Wm. Paul Young
Reviewed by: John Karas
The Shack, by Wm. Paul Young. Published by Windblown Media, 2007. Paperback, 248 pages, list price $14.99. Reviewed by John Karas, a member of First OPC, Portland, Ore.
The spectacularly popular The Shack is a novel about forgiveness and finding comfort through a personal relationship with God. While William P. Young may be commended for exploring these important subjects, he has done so in an unbiblical way. This book is blasphemous, irreverent, heterodox, and just plain silly.
The novel’s main character is Mack, whose youngest daughter has been murdered by a serial killer in an old shack in rural Oregon, leaving Mack angry at God. But one day he receives a mysterious note from “Papa” (his wife’s name for God) inviting him to the shack for a weekend.
Out of curiosity, Mack drives to the shack. There he meets God the Father as a large African-American woman; the Son, as a Middle-Eastern laborer; and the Holy Spirit, as a small Asian woman. Through this encounter, Mack confronts his personal demons and learns lessons about God, himself, life, and forgiveness. But he and the reader learn aberrant theology.
This reviewer found the following doctrinal problems with The Shack.
• It presents the persons of the Godhead idolatrously—in a manner contrary to their self-revelation in Scripture.
• It irreverently reduces the mystery of the communion among the persons of the Trinity to silliness (pp. 88, 89, 105).
• It blasphemously portrays God the Father as a woman shaking her hips while listening to funky music on earphones (p. 90).
• It denies that the Father’s ontological Fatherhood is the basis for his revealing himself as Father, and suggests that he did so for purely practical reasons (p. 94).
• It teaches that all three persons of the Trinity became incarnate and accepted limitations to their divine nature (p. 99).

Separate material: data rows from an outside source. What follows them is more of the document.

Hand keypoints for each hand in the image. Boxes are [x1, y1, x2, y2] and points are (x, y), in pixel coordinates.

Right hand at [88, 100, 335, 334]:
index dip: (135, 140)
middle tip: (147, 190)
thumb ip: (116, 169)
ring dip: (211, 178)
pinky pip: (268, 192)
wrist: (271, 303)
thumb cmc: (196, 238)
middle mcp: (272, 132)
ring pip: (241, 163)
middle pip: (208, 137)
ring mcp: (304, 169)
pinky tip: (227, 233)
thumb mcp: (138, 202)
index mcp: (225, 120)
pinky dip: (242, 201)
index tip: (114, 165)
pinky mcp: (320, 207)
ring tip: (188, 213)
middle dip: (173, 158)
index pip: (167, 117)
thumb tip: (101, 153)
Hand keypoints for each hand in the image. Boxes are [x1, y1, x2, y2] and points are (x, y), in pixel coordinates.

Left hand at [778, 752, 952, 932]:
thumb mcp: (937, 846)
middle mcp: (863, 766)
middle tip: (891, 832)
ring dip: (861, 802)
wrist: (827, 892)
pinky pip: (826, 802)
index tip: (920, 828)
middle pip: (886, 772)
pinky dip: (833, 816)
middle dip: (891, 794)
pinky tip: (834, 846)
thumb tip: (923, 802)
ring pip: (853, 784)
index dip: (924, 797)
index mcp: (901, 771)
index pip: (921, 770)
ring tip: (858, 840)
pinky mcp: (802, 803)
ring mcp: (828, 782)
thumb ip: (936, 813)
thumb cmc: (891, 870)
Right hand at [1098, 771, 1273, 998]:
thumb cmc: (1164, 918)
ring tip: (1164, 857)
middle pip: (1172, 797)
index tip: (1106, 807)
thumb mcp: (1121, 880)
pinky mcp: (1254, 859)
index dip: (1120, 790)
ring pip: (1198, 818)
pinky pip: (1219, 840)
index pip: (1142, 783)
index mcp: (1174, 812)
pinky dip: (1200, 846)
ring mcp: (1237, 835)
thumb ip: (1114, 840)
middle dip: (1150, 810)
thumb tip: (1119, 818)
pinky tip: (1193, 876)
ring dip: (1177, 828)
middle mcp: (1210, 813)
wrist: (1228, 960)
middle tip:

• It denies the sovereignty of God over the events of history (pp. 185, 222).
• It teaches that God chooses to limit his divine knowledge to facilitate his relationships with people (p. 106).
• It denies election (p. 162).
• It blurs the distinction between God’s general love for all mankind and his special love for his elect (p. 162).
• It teaches that all of God’s actions are predicated upon love (p. 102).
• It teaches that God does not punish people for their sins (p. 120).
• It raises doubts about the reality of hell (pp. 162, 163).
• It denies that the Father temporarily forsook Christ on the cross (p. 96).
• It teaches that Jesus performed miracles simply by living out his relationship with God to the utmost (pp. 99, 100).
• It denies that Jesus’ life was intended as an example for Christians to follow (p. 149).
• It teaches that Jesus has accomplished a universal reconciliation that includes universal forgiveness (pp. 192, 225).
• It depreciates the Bible (pp. 65, 66).
• It denigrates the institutional church (pp. 178, 179).
• It creates a false distinction between “being a Christian” and having a relationship with Christ, and possibly suggests that one can continue to be a follower of a false religious system and still have a relationship with Christ (p. 182).
• It creates a false distinction between obedience and relationship, teaching antinomianism (pp. 197, 198, 203).
For these and other reasons, The Shack is a dangerous book and ought to be avoided by Christians.